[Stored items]
= Beginning of Section =
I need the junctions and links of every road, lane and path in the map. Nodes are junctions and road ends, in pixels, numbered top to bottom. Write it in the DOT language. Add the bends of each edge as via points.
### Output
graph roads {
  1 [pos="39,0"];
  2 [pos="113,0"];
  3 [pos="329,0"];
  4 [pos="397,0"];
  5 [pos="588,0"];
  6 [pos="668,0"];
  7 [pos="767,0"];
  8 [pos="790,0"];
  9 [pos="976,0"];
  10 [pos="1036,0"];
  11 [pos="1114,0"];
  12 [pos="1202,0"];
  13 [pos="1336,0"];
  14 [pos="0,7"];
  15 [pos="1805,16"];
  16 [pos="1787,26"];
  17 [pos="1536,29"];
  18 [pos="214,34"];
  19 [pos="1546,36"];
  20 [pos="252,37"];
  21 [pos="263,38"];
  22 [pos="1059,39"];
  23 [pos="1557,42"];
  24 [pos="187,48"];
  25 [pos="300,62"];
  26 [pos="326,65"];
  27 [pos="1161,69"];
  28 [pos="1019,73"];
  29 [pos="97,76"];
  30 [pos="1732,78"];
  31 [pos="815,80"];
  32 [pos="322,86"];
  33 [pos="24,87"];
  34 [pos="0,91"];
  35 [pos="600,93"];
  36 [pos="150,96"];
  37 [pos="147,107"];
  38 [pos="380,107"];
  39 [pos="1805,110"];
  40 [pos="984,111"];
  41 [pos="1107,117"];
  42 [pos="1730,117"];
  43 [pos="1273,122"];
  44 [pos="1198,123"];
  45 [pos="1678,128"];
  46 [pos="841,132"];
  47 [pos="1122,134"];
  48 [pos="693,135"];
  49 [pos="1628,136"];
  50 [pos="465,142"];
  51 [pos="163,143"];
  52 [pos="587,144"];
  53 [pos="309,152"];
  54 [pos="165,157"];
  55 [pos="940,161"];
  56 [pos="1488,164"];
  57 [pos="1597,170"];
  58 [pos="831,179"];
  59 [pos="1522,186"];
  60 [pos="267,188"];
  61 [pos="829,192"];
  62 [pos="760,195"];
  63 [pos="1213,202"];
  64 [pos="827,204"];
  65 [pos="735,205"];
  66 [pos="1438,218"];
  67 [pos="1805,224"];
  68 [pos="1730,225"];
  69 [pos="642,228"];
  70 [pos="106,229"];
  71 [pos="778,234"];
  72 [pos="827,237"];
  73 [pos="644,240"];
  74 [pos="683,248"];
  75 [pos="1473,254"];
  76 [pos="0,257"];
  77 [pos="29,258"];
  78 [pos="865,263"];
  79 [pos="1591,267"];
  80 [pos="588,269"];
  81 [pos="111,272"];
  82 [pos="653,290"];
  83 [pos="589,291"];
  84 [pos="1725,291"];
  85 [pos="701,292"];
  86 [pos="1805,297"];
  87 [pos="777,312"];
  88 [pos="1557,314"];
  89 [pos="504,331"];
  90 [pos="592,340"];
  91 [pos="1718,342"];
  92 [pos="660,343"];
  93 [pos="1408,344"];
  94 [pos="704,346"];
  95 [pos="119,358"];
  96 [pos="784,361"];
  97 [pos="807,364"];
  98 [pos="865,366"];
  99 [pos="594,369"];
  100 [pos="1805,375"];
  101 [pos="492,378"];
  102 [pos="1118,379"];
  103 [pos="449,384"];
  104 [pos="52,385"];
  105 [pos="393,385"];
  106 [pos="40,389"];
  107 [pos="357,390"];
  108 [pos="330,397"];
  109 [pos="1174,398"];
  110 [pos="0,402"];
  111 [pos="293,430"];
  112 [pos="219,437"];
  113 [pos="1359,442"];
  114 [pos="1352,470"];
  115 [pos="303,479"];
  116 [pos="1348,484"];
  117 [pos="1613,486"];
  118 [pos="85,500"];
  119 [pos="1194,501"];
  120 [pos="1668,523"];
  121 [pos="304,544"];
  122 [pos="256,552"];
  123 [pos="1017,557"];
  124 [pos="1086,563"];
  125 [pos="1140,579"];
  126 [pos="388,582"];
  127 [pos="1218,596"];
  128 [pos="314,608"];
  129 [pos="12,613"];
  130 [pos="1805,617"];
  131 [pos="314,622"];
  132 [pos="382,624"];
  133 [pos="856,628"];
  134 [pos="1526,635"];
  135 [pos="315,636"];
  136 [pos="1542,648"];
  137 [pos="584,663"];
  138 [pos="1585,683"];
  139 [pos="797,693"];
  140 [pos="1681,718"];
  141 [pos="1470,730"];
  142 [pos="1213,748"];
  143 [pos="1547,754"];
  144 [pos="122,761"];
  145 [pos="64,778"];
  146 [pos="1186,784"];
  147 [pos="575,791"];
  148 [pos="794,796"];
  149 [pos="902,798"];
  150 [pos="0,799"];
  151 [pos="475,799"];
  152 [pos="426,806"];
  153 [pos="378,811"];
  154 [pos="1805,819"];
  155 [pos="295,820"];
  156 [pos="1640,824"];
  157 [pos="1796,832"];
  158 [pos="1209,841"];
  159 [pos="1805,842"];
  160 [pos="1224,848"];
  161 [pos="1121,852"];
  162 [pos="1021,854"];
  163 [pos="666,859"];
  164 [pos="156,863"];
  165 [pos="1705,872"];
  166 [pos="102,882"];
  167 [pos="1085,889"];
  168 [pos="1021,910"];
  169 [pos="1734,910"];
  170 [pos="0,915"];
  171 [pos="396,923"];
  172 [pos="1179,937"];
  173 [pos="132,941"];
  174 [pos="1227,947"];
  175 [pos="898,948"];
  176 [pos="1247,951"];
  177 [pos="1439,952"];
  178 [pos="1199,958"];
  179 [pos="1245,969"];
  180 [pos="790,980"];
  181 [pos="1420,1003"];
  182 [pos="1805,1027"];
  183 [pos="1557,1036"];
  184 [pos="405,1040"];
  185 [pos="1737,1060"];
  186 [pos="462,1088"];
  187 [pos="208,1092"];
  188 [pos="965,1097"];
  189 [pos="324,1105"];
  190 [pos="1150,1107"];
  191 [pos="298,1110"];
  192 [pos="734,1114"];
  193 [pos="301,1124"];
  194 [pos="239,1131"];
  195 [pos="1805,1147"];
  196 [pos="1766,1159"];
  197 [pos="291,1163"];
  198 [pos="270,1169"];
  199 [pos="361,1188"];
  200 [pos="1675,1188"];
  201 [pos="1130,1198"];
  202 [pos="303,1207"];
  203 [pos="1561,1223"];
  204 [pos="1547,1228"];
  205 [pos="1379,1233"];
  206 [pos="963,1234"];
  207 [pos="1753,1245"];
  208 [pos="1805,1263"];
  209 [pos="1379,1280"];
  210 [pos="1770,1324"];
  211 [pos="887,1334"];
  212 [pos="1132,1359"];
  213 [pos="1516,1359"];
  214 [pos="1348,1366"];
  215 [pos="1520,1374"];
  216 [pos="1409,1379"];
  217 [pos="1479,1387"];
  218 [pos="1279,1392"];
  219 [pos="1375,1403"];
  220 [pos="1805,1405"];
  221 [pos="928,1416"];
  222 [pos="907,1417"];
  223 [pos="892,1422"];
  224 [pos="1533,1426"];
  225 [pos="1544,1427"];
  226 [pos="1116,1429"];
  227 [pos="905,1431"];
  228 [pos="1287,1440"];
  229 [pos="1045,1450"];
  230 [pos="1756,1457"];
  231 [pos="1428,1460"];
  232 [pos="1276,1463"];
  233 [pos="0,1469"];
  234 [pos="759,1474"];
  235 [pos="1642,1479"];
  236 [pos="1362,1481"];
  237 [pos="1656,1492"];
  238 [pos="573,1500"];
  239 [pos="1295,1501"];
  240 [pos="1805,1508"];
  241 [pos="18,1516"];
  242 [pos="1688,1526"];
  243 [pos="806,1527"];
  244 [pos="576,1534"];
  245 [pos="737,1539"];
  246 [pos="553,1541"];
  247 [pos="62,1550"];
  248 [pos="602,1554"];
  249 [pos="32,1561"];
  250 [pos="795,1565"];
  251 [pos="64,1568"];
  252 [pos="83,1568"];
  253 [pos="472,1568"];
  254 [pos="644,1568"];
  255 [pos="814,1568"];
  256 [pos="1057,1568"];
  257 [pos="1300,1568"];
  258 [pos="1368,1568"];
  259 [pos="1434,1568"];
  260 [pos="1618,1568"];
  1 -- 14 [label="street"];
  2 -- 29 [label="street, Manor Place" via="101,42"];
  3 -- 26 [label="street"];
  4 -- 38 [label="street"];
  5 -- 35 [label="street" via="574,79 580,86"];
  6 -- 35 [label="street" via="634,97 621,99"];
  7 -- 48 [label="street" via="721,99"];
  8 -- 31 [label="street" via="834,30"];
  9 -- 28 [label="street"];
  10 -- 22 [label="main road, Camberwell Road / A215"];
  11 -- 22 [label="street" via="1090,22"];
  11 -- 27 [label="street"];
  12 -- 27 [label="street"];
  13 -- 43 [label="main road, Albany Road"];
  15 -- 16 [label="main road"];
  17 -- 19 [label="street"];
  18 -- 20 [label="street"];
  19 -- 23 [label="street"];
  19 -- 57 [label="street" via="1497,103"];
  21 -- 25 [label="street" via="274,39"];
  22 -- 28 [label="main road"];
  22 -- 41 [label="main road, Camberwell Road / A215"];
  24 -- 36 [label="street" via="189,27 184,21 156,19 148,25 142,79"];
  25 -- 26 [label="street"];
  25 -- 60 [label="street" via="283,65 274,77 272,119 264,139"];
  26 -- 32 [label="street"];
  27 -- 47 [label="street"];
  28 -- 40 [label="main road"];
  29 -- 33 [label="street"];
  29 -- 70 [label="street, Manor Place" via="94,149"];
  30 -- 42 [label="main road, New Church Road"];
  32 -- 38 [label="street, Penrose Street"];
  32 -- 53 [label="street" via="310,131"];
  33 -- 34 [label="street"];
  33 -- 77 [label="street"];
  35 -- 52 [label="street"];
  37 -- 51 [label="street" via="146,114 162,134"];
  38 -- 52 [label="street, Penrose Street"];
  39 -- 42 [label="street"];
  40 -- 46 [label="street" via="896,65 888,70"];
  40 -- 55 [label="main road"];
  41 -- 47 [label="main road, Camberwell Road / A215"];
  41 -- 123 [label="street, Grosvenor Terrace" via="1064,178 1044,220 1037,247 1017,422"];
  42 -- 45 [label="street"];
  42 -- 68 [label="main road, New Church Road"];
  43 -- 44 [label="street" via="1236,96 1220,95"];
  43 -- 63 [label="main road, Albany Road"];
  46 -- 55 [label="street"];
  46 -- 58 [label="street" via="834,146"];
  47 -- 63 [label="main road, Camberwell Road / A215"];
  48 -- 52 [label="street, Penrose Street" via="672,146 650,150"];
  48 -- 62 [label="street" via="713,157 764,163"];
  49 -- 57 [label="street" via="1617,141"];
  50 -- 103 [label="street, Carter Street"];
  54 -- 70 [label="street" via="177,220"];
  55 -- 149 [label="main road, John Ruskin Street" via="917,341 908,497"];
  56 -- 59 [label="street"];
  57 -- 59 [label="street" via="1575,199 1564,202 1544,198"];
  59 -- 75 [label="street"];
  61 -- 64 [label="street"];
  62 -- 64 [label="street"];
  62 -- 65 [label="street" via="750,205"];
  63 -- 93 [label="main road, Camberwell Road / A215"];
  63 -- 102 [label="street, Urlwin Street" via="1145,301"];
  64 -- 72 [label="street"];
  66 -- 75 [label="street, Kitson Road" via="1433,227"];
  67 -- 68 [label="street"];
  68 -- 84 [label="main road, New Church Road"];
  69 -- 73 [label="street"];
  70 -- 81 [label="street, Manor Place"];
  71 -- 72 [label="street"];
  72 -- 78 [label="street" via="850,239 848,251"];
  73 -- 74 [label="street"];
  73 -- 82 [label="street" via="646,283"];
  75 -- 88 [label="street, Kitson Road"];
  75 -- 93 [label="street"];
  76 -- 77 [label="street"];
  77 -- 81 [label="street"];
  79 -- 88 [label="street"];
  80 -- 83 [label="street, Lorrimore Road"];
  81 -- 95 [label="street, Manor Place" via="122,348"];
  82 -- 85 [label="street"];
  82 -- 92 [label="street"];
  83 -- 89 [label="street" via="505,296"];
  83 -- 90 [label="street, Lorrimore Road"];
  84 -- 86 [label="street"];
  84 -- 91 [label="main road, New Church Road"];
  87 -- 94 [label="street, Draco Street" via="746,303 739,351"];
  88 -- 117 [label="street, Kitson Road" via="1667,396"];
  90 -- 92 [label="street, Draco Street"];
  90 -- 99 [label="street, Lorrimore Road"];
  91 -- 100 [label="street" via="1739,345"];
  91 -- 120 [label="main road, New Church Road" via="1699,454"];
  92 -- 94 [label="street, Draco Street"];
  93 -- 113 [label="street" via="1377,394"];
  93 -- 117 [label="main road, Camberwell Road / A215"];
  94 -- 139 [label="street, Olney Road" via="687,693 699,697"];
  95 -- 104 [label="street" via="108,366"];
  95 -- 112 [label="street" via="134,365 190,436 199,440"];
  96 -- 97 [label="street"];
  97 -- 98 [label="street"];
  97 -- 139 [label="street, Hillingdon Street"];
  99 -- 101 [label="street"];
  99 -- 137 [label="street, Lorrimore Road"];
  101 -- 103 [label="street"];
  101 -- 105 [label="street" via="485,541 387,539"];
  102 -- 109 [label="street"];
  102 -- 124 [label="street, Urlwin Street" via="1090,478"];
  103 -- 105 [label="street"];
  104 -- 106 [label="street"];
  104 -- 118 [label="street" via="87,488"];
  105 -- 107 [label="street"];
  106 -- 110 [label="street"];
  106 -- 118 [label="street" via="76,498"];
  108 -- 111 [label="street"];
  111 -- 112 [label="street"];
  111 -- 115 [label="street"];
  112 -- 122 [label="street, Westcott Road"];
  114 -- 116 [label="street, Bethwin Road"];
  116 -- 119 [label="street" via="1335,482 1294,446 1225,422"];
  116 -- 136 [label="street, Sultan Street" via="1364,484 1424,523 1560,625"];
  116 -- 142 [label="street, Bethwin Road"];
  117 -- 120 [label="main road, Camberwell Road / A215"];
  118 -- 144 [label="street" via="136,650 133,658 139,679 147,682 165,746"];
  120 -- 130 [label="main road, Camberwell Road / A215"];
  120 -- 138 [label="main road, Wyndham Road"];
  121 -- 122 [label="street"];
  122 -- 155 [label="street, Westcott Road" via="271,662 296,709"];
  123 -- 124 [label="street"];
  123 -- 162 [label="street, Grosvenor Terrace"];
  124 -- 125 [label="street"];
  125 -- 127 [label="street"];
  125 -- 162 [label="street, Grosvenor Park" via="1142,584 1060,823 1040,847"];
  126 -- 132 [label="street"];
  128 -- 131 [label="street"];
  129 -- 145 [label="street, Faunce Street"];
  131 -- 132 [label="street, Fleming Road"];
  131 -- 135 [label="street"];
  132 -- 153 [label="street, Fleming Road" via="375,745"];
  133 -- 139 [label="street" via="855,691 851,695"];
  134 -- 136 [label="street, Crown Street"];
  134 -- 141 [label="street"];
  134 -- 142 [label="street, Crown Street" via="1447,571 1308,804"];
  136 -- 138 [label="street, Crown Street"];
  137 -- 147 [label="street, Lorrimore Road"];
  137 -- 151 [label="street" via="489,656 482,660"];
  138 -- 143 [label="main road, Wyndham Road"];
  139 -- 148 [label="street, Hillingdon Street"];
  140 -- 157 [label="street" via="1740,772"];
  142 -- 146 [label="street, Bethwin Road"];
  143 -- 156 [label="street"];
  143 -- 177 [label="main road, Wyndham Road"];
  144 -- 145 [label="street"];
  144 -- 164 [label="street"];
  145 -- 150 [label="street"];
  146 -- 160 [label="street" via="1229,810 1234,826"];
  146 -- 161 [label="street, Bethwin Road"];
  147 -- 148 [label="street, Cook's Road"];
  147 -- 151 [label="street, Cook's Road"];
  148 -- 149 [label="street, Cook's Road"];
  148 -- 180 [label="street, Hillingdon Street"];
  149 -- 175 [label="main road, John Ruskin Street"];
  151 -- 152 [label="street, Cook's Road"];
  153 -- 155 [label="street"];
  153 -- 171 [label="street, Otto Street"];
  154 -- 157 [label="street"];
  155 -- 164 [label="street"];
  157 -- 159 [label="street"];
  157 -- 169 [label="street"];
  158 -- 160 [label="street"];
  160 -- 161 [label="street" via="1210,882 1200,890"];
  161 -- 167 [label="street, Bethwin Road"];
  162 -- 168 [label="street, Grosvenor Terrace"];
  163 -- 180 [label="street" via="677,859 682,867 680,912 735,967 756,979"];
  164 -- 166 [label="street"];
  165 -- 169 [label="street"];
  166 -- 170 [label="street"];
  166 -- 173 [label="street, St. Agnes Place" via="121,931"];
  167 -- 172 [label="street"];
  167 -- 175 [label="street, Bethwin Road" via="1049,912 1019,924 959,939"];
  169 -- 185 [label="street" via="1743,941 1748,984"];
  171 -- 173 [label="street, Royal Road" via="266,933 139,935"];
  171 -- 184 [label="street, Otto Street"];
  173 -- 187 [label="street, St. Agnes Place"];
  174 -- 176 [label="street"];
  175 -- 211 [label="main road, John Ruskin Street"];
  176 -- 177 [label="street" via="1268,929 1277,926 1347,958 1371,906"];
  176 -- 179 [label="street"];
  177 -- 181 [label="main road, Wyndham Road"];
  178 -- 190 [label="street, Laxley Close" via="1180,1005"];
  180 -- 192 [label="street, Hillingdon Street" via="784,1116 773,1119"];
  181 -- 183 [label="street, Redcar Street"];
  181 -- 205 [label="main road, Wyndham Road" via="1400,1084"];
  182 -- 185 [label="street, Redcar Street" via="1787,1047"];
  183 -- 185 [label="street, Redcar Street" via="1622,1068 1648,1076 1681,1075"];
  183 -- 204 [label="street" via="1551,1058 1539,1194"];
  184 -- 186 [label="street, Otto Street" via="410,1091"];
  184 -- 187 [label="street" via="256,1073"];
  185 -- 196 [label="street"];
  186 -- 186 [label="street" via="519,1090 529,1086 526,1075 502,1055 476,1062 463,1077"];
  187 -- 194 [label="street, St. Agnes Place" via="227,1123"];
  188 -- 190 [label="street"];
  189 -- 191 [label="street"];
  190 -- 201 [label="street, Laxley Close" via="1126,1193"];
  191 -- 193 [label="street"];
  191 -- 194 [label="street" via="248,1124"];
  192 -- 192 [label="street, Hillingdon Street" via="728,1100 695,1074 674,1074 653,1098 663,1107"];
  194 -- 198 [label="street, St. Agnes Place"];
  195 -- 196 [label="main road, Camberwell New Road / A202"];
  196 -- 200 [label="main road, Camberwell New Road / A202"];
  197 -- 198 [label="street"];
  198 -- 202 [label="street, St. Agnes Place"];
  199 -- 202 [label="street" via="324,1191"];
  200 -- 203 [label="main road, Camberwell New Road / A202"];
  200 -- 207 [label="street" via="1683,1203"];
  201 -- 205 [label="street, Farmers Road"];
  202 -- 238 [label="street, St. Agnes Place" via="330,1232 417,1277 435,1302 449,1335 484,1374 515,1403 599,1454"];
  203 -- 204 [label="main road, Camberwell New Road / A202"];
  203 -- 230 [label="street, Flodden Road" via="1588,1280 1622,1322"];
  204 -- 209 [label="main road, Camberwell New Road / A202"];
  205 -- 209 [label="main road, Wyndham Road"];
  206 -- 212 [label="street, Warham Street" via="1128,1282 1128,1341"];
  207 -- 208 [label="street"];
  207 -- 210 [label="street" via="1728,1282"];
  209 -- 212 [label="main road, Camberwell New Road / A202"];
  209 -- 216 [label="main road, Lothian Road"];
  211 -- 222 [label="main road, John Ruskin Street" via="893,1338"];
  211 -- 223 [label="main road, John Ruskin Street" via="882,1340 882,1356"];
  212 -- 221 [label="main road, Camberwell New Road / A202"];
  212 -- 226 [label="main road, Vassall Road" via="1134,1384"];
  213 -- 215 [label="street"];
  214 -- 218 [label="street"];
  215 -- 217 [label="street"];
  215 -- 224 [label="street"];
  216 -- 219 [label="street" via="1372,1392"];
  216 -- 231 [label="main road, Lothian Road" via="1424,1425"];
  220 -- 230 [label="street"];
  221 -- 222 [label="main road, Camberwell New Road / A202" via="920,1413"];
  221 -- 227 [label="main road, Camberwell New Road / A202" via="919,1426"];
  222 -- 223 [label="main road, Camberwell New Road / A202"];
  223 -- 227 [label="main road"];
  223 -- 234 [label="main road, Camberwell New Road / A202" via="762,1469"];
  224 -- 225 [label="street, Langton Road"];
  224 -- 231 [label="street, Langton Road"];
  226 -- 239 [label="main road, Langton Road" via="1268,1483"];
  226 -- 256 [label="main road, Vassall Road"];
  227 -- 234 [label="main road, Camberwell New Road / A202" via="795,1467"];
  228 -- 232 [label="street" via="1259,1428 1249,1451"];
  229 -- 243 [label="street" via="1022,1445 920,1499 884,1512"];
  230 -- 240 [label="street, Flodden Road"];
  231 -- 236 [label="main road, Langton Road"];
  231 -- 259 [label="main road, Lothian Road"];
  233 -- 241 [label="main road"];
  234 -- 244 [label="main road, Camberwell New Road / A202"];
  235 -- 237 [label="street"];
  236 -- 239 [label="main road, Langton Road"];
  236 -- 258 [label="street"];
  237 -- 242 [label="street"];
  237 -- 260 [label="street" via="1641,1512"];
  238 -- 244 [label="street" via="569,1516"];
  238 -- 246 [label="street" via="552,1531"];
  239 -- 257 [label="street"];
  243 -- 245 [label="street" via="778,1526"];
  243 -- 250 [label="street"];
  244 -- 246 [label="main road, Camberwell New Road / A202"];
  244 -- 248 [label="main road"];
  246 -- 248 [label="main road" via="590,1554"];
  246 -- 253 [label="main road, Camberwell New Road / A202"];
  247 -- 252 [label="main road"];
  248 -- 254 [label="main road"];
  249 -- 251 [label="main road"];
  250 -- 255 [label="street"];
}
= End of Section =
**Exercise goal:** Copy out each line of the data that holds the string "Draco".

**Exercise response:**
  87 -- 94 [label="street, Draco Street" via="746,303 739,351"];
  90 -- 92 [label="street, Draco Street"];
  92 -- 94 [label="street, Draco Street"];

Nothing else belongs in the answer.